— Action item —
Nothing but an exact repeat of the data, with pictures removed, belongs in the answer.

Items listed in a dataset:
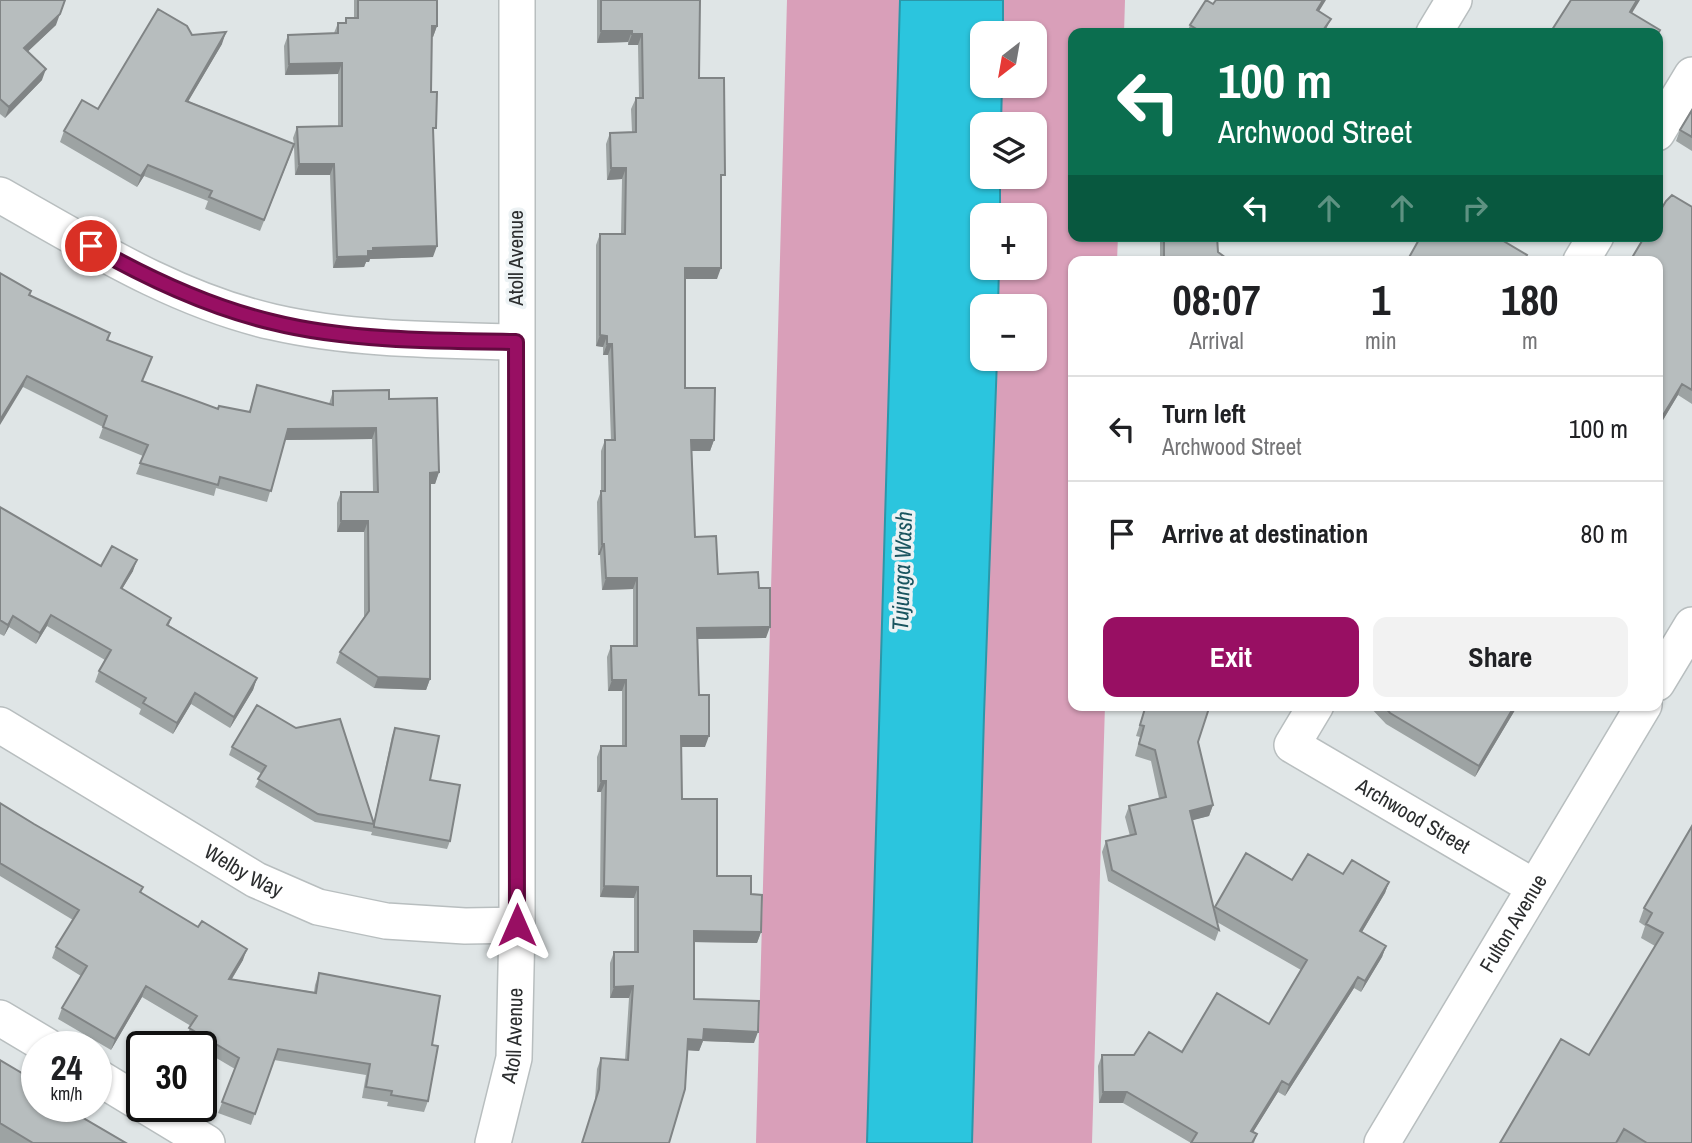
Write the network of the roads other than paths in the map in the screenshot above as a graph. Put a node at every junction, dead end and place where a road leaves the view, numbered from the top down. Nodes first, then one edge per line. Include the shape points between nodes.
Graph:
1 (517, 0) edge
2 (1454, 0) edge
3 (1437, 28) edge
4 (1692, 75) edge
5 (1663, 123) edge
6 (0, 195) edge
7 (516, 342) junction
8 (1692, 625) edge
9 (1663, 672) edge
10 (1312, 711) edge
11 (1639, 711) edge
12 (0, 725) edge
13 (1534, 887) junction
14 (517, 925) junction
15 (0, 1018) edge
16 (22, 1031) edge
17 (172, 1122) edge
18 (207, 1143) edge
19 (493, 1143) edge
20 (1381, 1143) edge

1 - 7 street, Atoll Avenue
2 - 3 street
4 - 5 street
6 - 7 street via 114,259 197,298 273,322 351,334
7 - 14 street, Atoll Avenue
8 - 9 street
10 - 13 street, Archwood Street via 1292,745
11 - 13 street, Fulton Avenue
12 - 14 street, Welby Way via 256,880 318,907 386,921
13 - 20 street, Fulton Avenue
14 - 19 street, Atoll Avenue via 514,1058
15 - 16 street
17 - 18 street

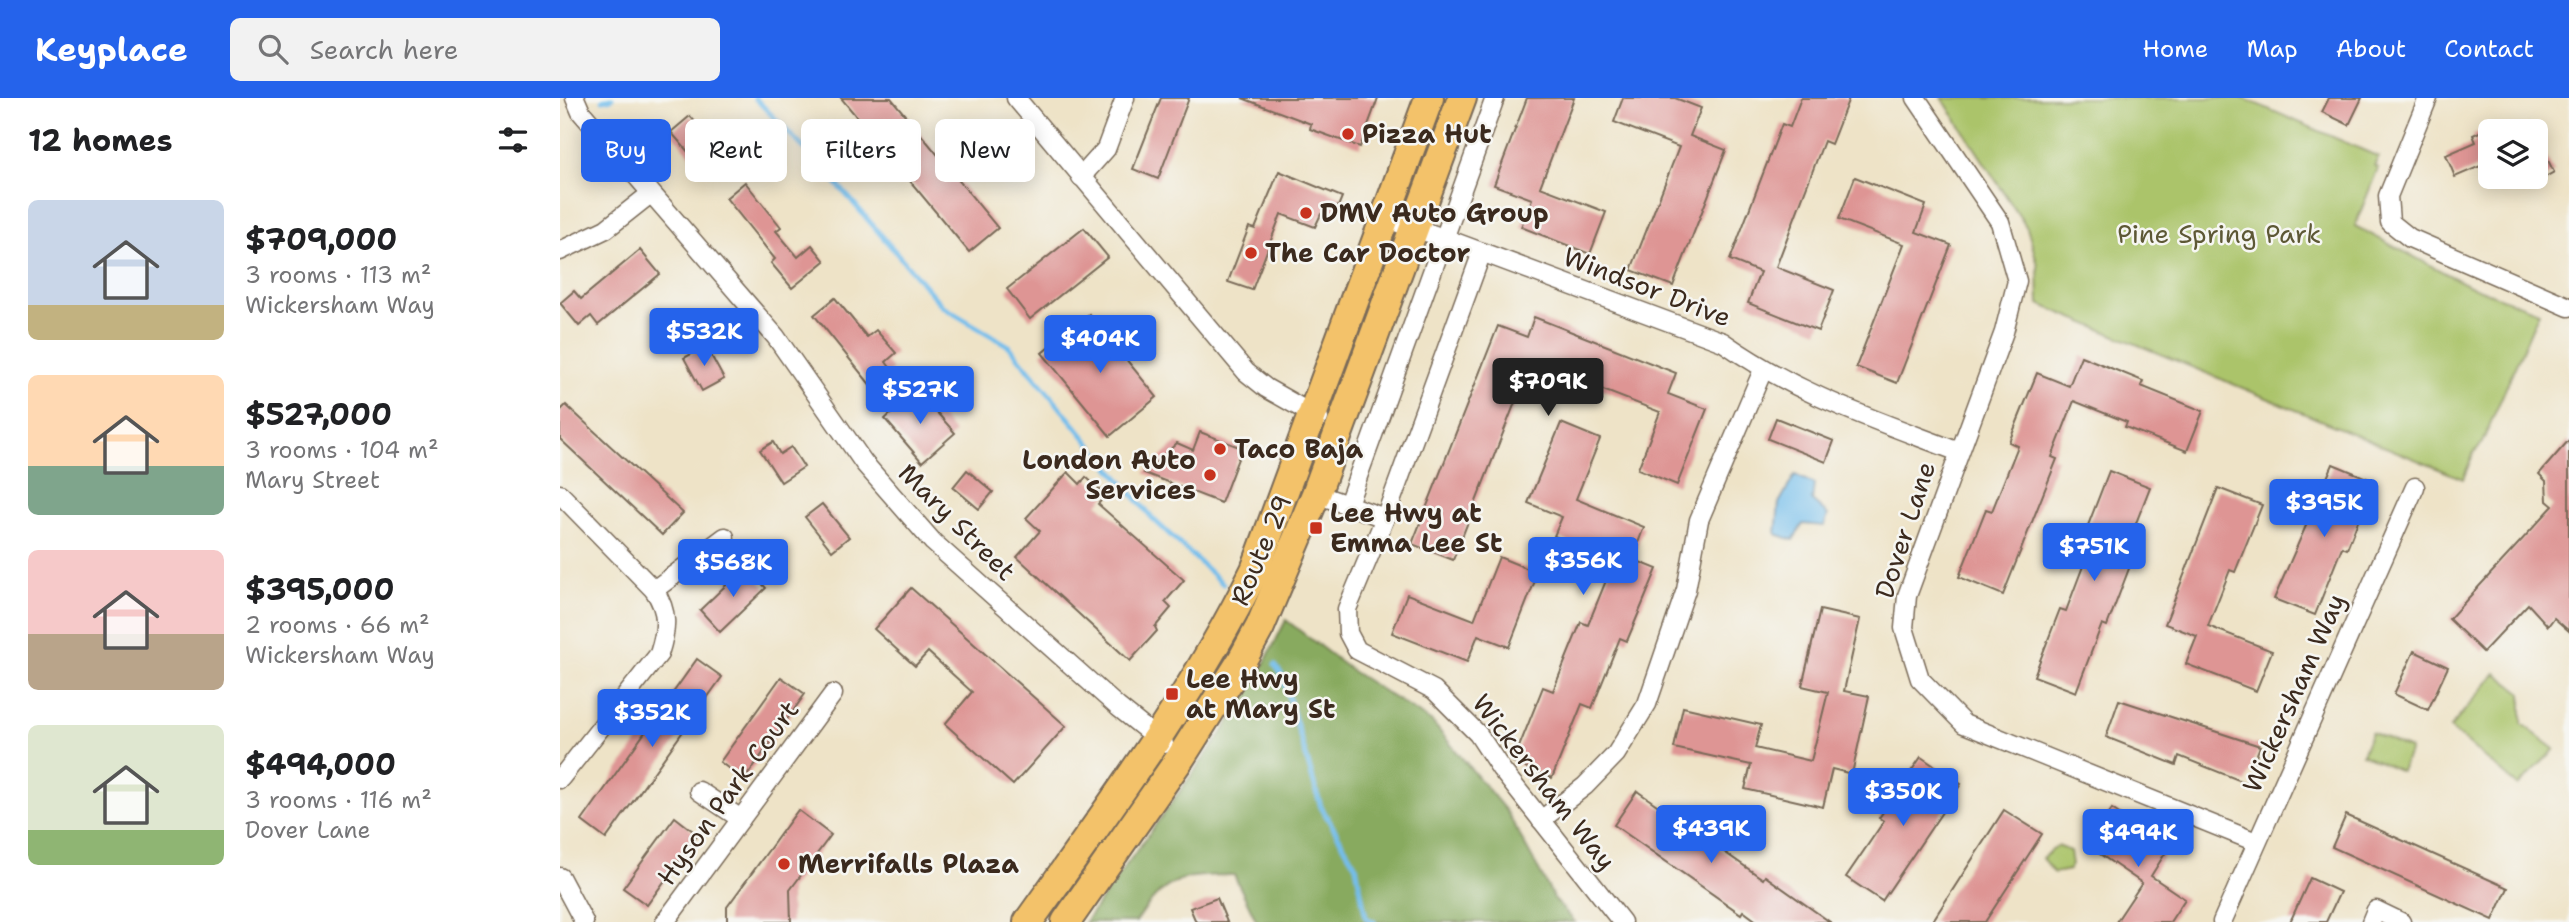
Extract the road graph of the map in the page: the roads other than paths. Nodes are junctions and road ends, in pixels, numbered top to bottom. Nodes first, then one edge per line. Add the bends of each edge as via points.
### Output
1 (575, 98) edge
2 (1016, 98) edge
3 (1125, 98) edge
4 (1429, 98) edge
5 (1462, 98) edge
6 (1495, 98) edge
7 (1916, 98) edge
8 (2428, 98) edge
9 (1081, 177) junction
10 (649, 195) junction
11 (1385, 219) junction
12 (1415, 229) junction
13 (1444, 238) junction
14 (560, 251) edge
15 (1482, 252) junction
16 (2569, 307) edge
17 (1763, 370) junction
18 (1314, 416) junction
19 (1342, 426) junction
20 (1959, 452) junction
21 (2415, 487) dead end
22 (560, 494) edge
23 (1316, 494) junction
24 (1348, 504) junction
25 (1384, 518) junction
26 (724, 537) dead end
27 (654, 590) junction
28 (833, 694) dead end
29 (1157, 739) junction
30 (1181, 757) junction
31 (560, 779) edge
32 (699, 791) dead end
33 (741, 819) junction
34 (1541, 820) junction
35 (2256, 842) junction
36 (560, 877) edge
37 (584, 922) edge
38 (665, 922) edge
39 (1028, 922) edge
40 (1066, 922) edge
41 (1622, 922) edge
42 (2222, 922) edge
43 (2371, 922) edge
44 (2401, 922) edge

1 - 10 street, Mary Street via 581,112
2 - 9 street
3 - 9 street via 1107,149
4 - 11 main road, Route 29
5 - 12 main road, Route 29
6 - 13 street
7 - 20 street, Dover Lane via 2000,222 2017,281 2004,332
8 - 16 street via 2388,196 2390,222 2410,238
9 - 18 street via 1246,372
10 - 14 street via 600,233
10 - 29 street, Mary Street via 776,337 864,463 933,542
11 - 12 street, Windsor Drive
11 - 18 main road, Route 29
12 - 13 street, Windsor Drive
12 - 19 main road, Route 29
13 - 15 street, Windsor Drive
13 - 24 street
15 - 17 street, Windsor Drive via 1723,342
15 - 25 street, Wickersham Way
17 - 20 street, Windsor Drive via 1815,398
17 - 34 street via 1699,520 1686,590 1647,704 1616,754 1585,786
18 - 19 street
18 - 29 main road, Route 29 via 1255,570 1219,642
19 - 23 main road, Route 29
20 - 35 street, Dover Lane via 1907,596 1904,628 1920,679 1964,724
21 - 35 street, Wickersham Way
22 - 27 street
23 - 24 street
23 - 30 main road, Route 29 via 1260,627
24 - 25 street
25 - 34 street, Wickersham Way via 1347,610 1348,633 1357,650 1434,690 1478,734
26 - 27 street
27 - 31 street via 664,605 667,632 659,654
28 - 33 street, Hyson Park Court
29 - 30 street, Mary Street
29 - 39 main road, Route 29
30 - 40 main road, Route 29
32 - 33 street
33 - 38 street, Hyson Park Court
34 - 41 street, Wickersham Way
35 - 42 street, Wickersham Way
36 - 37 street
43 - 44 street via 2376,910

— Solution to the exercise —
Write the network of the roads other than paths in the map in the screenshot above as a graph. Put a node at every junction, dead end and place where a road leaves the view, numbered from the top down. Nodes first, then one edge per line. Include the shape points between nodes.
Graph:
1 (517, 0) edge
2 (1454, 0) edge
3 (1437, 28) edge
4 (1692, 75) edge
5 (1663, 123) edge
6 (0, 195) edge
7 (516, 342) junction
8 (1692, 625) edge
9 (1663, 672) edge
10 (1312, 711) edge
11 (1639, 711) edge
12 (0, 725) edge
13 (1534, 887) junction
14 (517, 925) junction
15 (0, 1018) edge
16 (22, 1031) edge
17 (172, 1122) edge
18 (207, 1143) edge
19 (493, 1143) edge
20 (1381, 1143) edge

1 - 7 street, Atoll Avenue
2 - 3 street
4 - 5 street
6 - 7 street via 114,259 197,298 273,322 351,334
7 - 14 street, Atoll Avenue
8 - 9 street
10 - 13 street, Archwood Street via 1292,745
11 - 13 street, Fulton Avenue
12 - 14 street, Welby Way via 256,880 318,907 386,921
13 - 20 street, Fulton Avenue
14 - 19 street, Atoll Avenue via 514,1058
15 - 16 street
17 - 18 street

Extract the road graph of the map in the page: the roads other than paths. Nodes are junctions and road ends, in pixels, numbered top to bottom. Nodes first, then one edge per line. Add the bends of each edge as via points.
### Output
1 (575, 98) edge
2 (1016, 98) edge
3 (1125, 98) edge
4 (1429, 98) edge
5 (1462, 98) edge
6 (1495, 98) edge
7 (1916, 98) edge
8 (2428, 98) edge
9 (1081, 177) junction
10 (649, 195) junction
11 (1385, 219) junction
12 (1415, 229) junction
13 (1444, 238) junction
14 (560, 251) edge
15 (1482, 252) junction
16 (2569, 307) edge
17 (1763, 370) junction
18 (1314, 416) junction
19 (1342, 426) junction
20 (1959, 452) junction
21 (2415, 487) dead end
22 (560, 494) edge
23 (1316, 494) junction
24 (1348, 504) junction
25 (1384, 518) junction
26 (724, 537) dead end
27 (654, 590) junction
28 (833, 694) dead end
29 (1157, 739) junction
30 (1181, 757) junction
31 (560, 779) edge
32 (699, 791) dead end
33 (741, 819) junction
34 (1541, 820) junction
35 (2256, 842) junction
36 (560, 877) edge
37 (584, 922) edge
38 (665, 922) edge
39 (1028, 922) edge
40 (1066, 922) edge
41 (1622, 922) edge
42 (2222, 922) edge
43 (2371, 922) edge
44 (2401, 922) edge

1 - 10 street, Mary Street via 581,112
2 - 9 street
3 - 9 street via 1107,149
4 - 11 main road, Route 29
5 - 12 main road, Route 29
6 - 13 street
7 - 20 street, Dover Lane via 2000,222 2017,281 2004,332
8 - 16 street via 2388,196 2390,222 2410,238
9 - 18 street via 1246,372
10 - 14 street via 600,233
10 - 29 street, Mary Street via 776,337 864,463 933,542
11 - 12 street, Windsor Drive
11 - 18 main road, Route 29
12 - 13 street, Windsor Drive
12 - 19 main road, Route 29
13 - 15 street, Windsor Drive
13 - 24 street
15 - 17 street, Windsor Drive via 1723,342
15 - 25 street, Wickersham Way
17 - 20 street, Windsor Drive via 1815,398
17 - 34 street via 1699,520 1686,590 1647,704 1616,754 1585,786
18 - 19 street
18 - 29 main road, Route 29 via 1255,570 1219,642
19 - 23 main road, Route 29
20 - 35 street, Dover Lane via 1907,596 1904,628 1920,679 1964,724
21 - 35 street, Wickersham Way
22 - 27 street
23 - 24 street
23 - 30 main road, Route 29 via 1260,627
24 - 25 street
25 - 34 street, Wickersham Way via 1347,610 1348,633 1357,650 1434,690 1478,734
26 - 27 street
27 - 31 street via 664,605 667,632 659,654
28 - 33 street, Hyson Park Court
29 - 30 street, Mary Street
29 - 39 main road, Route 29
30 - 40 main road, Route 29
32 - 33 street
33 - 38 street, Hyson Park Court
34 - 41 street, Wickersham Way
35 - 42 street, Wickersham Way
36 - 37 street
43 - 44 street via 2376,910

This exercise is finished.